Russlands Präsident Dmitri Medwedjew wird am Dienstag in Belgrad erwartet. Bei seinem Besuch geht es vor allem um eine vertiefte Zusammenarbeit im Energiesektor.

Blick durch eine Gazprom-Pipeline in der Ukraine. Bild: ap

Eine 300 Kilo schwere, bronzene Büste des russischen Dichters Alexander Puschkin steht seit Montag in einem Park in Belgrad. Der russische Botschafter in Serbien eröffnet eine Fotoausstellung "Die Seele Russlands". Kinder aus serbischen Enklaven im albanischen Kosovo demonstrieren ihre Dankbarkeit gegenüber Mütterchen Russland, das die Unabhängigkeit der Wiege des Serbentums von Serbien nicht anerkennt. Einhundert Trompeter sollen zu Ehren des russischen Präsidenten Dmitri Medwedjew serbische und russische Lieder spielen.

Es ist offensichtlich, dass Belgrad am Dienstag einen Freund empfängt. Und so ist auch die Stimmung in der serbischen Hauptstadt trotz der üblichen massiven Sicherheitsvorkehrung entspannt. Ganz im Gegensatz zum Besuch des US-Vizepräsidenten Joe Biden im vergangenen Mai, als ganze Stadtviertel abgeriegelt waren. Aus dem politisch frostigen Belgrad reiste Biden weiter nach Sarajevo und Prishtina und ließ sich dort bejubeln.

Die Einflusssphären der Großmächte auf dem Balkan scheinen schon markiert zu sein. Medwedjew kommt mit einer etwa einhundert Mann starken hochkarätigen Wirtschaftsdelegation nach Belgrad, der unter anderem der Vorsitzende der Gazprom, die Direktoren der Russischen Eisenbahn, der Moskauer Bank sowie von Lukoil angehören.

Die Zusammenarbeit im Energiesektor zwischen Moskau und Belgrad sei eine strategische Priorität, erklärte Russlands Minister für Notfallsituationen, Sergei Shoigu, vor dem Besuch. Er betonte, dass Serbien einer der wichtigsten Knotenpunkte auf dem europäischen Gaszulieferungsmarkt werden soll. Russland und Serbien haben einen Energiestaatsvertrag unterzeichnet, der den Bau der Southstream-Pipeline durch Serbien vorsieht. Die Gazprom hat den größten serbischen Erdölkonzern NIS und den Untertagesspeicher für Erdgas, Banatski Dvor, gekauft. Dessen Kapazität soll vergrößert werden.

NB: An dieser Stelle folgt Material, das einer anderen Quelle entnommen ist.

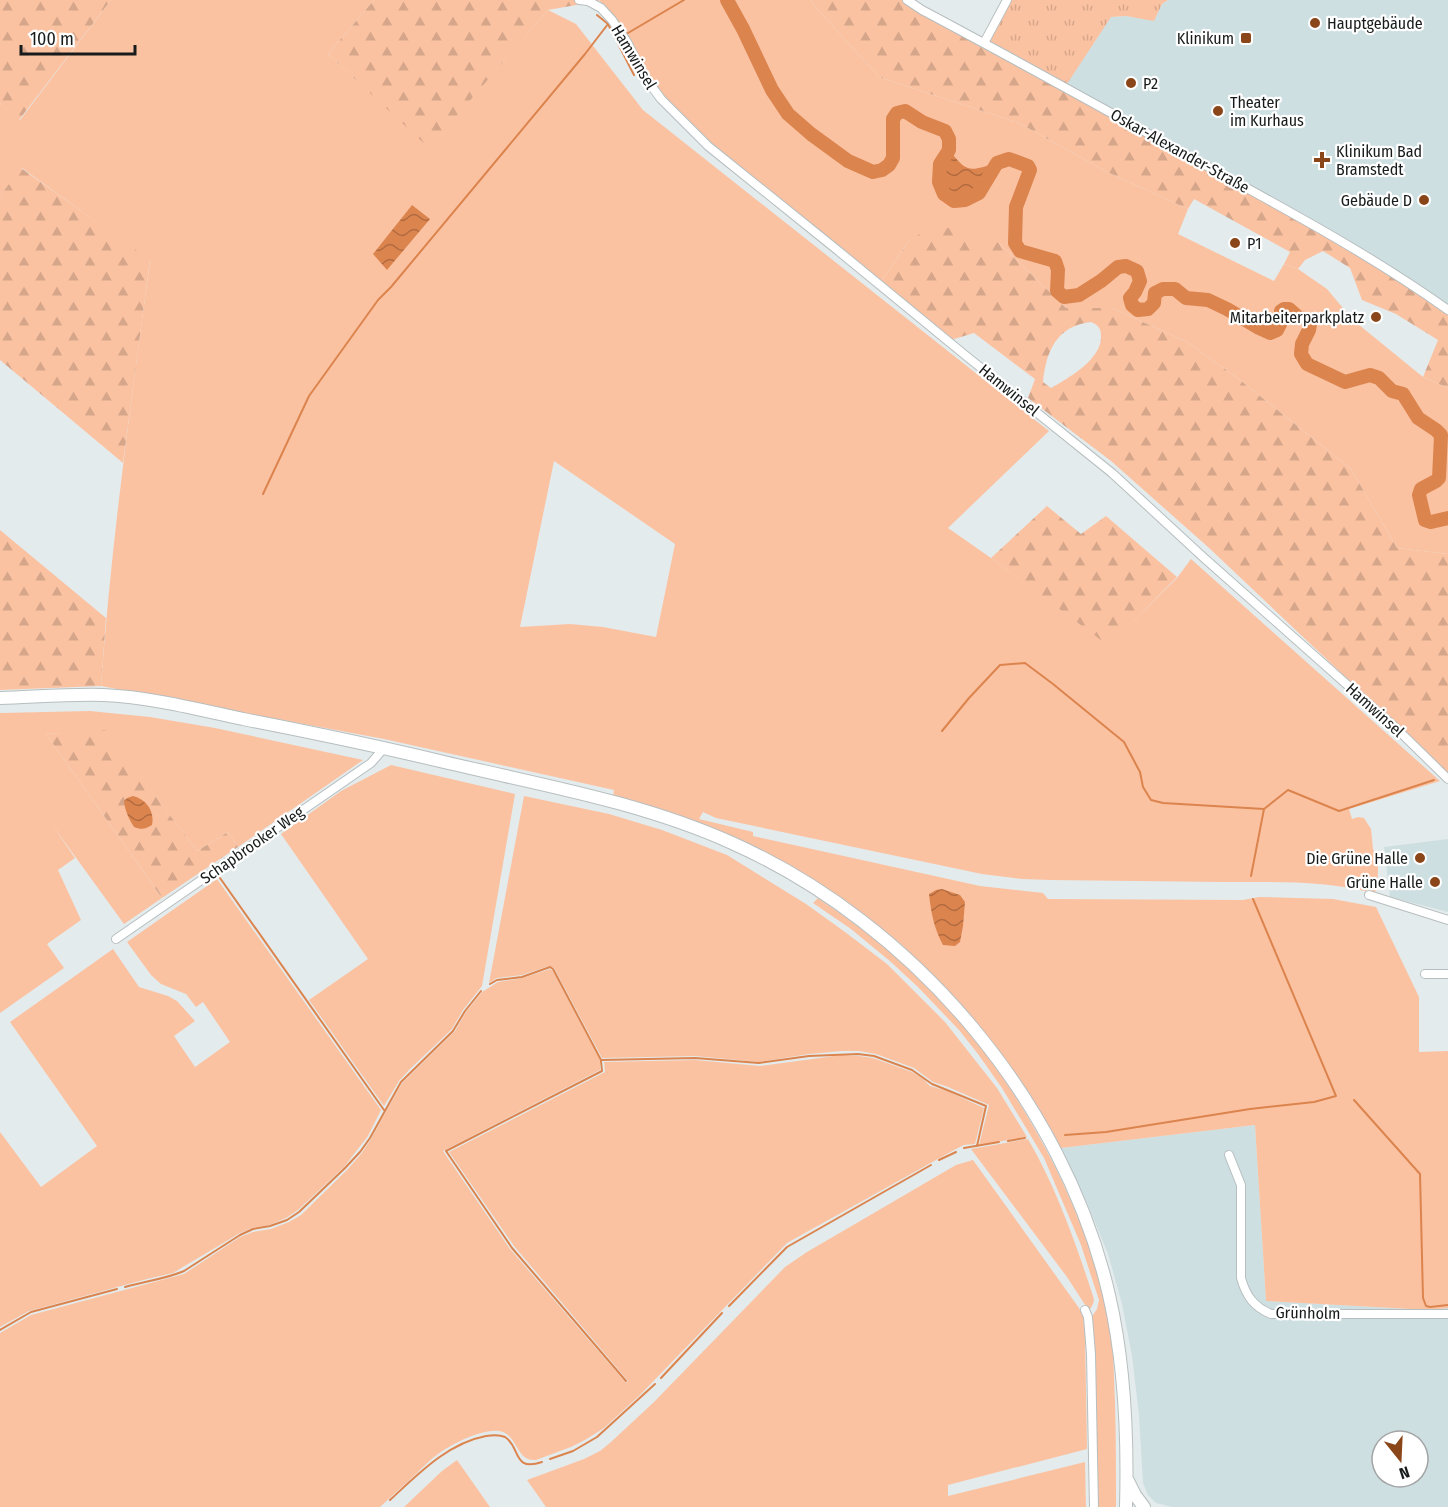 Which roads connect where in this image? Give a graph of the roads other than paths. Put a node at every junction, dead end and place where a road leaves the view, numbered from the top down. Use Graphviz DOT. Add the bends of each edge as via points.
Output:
graph roads {
  1 [pos="579,0"];
  2 [pos="907,0"];
  3 [pos="1007,0"];
  4 [pos="984,43"];
  5 [pos="1448,310"];
  6 [pos="0,698"];
  7 [pos="384,748"];
  8 [pos="1448,779"];
  9 [pos="1369,895"];
  10 [pos="1448,920"];
  11 [pos="116,939"];
  12 [pos="1425,974"];
  13 [pos="1448,974"];
  14 [pos="1229,1155"];
  15 [pos="1085,1310"];
  16 [pos="1448,1314"];
  17 [pos="1127,1477"];
  18 [pos="1094,1507"];
  19 [pos="1126,1507"];
  20 [pos="1144,1507"];
  1 -- 8 [label="street, Hamwinsel" via="601,8 612,20 661,99 708,146 1112,473"];
  2 -- 4 [label="street, Oskar-Alexander-Straße"];
  3 -- 4 [label="street"];
  4 -- 5 [label="street, Oskar-Alexander-Straße" via="1327,233"];
  6 -- 7 [label="main road" via="103,695 156,701"];
  7 -- 11 [label="street, Schapbrooker Weg" via="370,763"];
  7 -- 17 [label="main road" via="615,802 673,819 732,843 773,863 843,907 924,974 956,1007 1012,1078 1039,1121 1081,1208 1098,1254 1117,1333"];
  9 -- 10 [label="street"];
  12 -- 13 [label="street"];
  14 -- 16 [label="street, Grünholm" via="1241,1185 1241,1278 1256,1306 1271,1314"];
  15 -- 18 [label="street" via="1091,1354"];
  17 -- 19 [label="main road"];
  17 -- 20 [label="main road"];
}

Unlängst sagte Russlands Finanzminister Alexei Kudrin Serbien einen Kredit in Höhe von 1 Milliarde Euro zu. Damit sollen Löcher in der serbischen Staatskasse gestopft, der Großteil jedoch für Infrastrukturprojekte verwendet werden, die russische Firmen realisieren sollen. Der Einstieg der Gazprom-Bank in den serbischen Finanzmarkt wird in Aussicht gestellt.

Nachdem der EU-Beitritt Serbiens jahrelang eine strategische Priorität von Staatspräsident Boris Tadic war, zeichnet sich nun ein zweiter Strang serbischer Außenpolitik ab. Die finanzielle Unterstützung des Westens reicht für das wirtschaftlich ruinierte Land nicht aus. Zudem ist diese indirekt stets an politische Bedingungen geknüpft, wie die Zusammenarbeit mit dem UNO-Tribunal für Kriegsverbrechen.

Nun versucht Tadic einen Spagat zwischen West und Ost, wie ihn Josip Broz Tito im Kalten Krieg erfolgreich vorgeführt hat. Tadic hofft, dass die EU Serbien rasch Zugeständnisse machen wird, um zu vermeiden, dass das Land ein Standbein russischer Politik auf dem Balkan wird.

Russland hat sich als ein treuer Partner Belgrads in der Nicht-Anerkennungspolitik der Unabhängigkeit des Kosovo erwiesen. Russische Unterstützung erwartet Tadic auch in Bosnien. Dort erhöhen die USA den Druck auf die bosnischen Serben, einer Verfassungsreform zuzustimmen, und erwarten diesbezüglich eine äußerst schwierige Zusammenarbeit mit Serbien.

Die USA haben maßgebend Einfluss auf den IWF und die Weltbank, von denen Belgrad günstige Kredite in Milliardenhöhe erwartet. Vor 65 Jahren hat die Rote Armee Belgrad von der Besetzung durch die Nationalsozialisten befreit. Damals sind die Russen weitergezogen.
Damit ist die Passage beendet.